> _Work task_: Print the first line of the data below and every one after it, through the line containing "Annotation task. Read", exactly as written.

Start of Block

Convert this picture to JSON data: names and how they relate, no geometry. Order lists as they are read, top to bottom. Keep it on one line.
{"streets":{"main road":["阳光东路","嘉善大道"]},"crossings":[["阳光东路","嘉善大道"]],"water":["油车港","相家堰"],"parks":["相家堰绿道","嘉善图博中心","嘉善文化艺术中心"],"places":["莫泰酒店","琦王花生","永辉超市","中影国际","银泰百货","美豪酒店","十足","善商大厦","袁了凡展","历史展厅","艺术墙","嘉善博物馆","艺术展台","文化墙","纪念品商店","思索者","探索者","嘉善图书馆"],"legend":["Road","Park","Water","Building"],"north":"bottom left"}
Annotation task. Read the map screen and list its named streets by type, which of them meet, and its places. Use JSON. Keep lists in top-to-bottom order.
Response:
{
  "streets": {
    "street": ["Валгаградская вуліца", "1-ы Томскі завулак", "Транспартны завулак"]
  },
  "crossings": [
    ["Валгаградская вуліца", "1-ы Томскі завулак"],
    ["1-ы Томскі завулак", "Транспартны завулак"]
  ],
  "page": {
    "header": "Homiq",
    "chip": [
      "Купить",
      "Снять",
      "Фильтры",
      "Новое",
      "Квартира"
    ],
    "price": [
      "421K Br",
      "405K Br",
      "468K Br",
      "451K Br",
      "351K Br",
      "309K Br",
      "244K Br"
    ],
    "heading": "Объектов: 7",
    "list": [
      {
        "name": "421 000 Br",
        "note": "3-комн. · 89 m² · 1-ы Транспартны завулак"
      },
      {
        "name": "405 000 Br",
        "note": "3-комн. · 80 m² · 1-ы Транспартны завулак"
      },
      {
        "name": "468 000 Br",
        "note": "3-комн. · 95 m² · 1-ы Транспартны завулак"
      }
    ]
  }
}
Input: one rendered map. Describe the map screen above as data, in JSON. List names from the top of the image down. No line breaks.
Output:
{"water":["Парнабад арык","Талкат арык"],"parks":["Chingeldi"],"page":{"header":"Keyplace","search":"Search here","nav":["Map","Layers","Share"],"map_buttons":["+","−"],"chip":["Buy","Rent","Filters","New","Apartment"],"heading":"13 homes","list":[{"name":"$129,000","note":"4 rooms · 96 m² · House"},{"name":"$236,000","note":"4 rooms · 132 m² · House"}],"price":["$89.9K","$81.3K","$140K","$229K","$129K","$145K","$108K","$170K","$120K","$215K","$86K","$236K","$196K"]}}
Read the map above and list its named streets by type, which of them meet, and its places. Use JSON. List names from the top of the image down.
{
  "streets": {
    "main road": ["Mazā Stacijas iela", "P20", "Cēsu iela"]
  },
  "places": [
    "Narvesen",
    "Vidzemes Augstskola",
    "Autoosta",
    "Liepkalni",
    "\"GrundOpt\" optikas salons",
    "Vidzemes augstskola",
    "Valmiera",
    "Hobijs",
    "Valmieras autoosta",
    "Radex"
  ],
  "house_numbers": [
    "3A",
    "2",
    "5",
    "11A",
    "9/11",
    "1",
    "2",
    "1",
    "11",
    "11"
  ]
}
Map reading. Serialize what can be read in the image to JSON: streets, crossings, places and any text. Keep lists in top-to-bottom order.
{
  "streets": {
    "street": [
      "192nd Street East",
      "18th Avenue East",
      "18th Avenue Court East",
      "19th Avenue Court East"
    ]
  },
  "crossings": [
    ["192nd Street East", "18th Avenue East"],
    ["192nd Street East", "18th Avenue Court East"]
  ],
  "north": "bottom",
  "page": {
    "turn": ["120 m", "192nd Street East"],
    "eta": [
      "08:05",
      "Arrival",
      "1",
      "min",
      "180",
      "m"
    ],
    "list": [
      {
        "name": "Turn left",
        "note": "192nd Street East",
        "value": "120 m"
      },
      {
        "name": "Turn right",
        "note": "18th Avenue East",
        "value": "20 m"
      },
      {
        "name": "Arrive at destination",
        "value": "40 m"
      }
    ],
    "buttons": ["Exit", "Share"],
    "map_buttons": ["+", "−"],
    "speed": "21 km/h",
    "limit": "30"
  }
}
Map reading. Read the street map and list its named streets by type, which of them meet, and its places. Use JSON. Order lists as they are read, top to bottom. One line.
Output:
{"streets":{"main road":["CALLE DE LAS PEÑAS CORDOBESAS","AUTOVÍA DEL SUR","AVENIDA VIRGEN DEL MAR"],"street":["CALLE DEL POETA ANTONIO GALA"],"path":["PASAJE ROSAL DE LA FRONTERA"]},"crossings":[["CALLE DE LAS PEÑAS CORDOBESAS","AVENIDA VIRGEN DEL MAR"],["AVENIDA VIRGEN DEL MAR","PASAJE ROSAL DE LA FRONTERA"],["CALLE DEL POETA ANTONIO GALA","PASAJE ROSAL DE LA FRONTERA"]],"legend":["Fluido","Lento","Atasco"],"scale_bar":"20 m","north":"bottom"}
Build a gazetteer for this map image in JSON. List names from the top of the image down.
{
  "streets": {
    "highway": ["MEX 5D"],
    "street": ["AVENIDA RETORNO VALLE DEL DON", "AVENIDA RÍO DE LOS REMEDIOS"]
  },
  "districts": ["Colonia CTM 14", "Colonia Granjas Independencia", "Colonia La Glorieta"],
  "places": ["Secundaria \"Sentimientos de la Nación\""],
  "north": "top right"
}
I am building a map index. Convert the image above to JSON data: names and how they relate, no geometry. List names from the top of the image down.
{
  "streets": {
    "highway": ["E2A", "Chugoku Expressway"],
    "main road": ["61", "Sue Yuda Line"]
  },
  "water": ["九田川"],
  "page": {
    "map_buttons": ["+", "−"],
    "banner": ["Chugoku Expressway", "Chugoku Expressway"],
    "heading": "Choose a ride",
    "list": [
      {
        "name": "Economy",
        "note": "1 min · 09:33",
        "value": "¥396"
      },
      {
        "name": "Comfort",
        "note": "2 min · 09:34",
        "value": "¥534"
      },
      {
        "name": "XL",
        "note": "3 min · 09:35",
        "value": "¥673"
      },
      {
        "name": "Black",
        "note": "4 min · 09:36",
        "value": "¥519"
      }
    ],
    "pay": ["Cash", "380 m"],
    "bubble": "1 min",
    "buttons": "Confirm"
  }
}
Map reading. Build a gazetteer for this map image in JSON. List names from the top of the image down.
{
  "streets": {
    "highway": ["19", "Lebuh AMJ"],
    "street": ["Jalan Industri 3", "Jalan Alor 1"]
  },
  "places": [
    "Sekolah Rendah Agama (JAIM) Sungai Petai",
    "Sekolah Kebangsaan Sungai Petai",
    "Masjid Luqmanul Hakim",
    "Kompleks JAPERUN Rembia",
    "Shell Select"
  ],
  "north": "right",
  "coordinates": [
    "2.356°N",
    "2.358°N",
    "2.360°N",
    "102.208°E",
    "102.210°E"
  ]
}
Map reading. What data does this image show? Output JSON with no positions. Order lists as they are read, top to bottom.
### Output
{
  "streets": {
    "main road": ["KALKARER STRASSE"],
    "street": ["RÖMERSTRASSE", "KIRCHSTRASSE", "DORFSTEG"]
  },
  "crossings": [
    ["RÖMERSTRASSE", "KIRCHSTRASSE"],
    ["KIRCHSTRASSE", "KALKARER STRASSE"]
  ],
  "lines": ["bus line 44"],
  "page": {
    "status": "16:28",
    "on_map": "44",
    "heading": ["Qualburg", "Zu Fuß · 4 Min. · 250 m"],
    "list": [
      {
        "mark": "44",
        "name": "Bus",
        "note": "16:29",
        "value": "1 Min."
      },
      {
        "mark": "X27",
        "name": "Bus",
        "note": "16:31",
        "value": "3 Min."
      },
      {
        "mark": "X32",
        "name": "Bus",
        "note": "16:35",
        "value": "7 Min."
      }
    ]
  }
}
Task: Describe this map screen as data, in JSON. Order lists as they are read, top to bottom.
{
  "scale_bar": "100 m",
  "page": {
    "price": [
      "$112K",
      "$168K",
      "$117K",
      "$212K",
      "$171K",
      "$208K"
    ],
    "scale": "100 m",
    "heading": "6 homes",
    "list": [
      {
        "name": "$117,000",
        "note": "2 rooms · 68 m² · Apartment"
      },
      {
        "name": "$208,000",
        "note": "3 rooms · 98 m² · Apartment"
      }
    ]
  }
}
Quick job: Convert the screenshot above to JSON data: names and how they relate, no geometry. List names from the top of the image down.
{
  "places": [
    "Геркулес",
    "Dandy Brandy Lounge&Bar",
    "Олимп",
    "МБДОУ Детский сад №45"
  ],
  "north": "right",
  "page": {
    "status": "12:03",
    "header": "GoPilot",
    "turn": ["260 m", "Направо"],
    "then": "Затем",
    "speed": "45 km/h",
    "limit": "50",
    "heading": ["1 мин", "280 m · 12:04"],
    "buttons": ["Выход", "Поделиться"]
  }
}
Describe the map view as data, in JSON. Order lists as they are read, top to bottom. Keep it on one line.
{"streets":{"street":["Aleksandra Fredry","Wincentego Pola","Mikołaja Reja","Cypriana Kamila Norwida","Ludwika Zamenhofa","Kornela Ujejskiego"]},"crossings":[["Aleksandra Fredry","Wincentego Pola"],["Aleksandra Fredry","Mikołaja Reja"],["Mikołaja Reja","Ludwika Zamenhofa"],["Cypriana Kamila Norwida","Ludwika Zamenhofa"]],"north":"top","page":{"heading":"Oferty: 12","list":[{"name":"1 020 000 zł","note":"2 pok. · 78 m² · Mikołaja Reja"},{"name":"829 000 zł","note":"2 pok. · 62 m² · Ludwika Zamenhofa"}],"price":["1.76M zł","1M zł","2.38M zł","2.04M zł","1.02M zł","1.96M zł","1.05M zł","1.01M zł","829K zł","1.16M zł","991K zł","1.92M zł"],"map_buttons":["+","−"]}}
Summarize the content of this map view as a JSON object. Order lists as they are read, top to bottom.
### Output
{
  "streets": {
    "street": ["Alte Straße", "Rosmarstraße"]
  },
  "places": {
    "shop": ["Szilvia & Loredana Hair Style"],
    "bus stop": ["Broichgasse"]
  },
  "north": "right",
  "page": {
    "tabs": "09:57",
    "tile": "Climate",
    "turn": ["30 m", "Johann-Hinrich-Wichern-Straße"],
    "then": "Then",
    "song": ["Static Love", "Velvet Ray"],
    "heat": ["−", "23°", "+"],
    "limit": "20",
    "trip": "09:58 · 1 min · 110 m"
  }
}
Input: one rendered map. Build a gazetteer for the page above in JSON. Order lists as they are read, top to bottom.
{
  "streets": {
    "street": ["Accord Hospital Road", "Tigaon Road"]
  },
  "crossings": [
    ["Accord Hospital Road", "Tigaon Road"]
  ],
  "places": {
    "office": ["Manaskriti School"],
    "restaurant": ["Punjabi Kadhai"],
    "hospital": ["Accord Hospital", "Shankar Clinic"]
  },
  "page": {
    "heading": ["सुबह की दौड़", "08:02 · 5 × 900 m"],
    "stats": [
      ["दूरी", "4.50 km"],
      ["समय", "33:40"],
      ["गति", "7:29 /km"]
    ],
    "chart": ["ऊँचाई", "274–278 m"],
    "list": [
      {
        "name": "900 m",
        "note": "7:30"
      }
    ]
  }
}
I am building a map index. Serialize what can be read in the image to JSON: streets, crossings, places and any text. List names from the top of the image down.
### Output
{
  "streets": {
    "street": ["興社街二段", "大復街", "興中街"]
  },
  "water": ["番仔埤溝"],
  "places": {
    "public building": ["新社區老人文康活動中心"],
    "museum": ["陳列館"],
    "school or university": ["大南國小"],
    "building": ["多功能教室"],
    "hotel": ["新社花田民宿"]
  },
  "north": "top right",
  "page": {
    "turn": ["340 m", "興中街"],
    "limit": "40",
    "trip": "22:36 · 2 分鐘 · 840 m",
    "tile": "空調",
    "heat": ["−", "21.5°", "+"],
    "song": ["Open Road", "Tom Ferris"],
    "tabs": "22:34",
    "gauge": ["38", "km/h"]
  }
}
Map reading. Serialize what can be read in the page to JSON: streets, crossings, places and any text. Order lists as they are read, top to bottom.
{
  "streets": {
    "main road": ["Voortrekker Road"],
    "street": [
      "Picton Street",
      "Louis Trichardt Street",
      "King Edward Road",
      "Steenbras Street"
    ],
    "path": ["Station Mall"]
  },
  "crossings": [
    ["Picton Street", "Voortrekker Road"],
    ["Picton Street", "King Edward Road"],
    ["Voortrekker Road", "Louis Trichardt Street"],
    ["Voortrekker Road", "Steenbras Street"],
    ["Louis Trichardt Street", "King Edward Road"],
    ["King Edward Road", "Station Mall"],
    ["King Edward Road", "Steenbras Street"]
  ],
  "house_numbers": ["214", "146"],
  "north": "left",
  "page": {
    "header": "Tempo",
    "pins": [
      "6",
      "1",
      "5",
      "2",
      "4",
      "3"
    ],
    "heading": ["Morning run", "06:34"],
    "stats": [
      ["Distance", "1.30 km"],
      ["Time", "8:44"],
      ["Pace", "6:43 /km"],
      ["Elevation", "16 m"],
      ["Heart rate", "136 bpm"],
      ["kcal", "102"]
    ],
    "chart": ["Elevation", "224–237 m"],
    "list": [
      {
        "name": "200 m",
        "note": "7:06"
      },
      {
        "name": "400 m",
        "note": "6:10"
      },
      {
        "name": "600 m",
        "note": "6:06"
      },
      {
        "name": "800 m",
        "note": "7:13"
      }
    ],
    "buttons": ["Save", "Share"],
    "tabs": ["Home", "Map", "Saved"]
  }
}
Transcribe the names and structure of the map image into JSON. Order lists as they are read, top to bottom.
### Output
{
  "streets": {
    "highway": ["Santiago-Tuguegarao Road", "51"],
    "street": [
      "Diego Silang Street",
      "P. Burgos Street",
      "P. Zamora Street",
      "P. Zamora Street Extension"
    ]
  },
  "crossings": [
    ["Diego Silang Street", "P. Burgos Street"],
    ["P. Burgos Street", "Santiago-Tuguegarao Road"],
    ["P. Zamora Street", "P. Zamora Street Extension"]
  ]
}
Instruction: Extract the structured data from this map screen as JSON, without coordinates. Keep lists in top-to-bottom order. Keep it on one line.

End of Block

> _Exercise answer_:
Convert this picture to JSON data: names and how they relate, no geometry. Order lists as they are read, top to bottom. Keep it on one line.
{"streets":{"main road":["阳光东路","嘉善大道"]},"crossings":[["阳光东路","嘉善大道"]],"water":["油车港","相家堰"],"parks":["相家堰绿道","嘉善图博中心","嘉善文化艺术中心"],"places":["莫泰酒店","琦王花生","永辉超市","中影国际","银泰百货","美豪酒店","十足","善商大厦","袁了凡展","历史展厅","艺术墙","嘉善博物馆","艺术展台","文化墙","纪念品商店","思索者","探索者","嘉善图书馆"],"legend":["Road","Park","Water","Building"],"north":"bottom left"}
Annotation task. Read the map screen and list its named streets by type, which of them meet, and its places. Use JSON. Keep lists in top-to-bottom order.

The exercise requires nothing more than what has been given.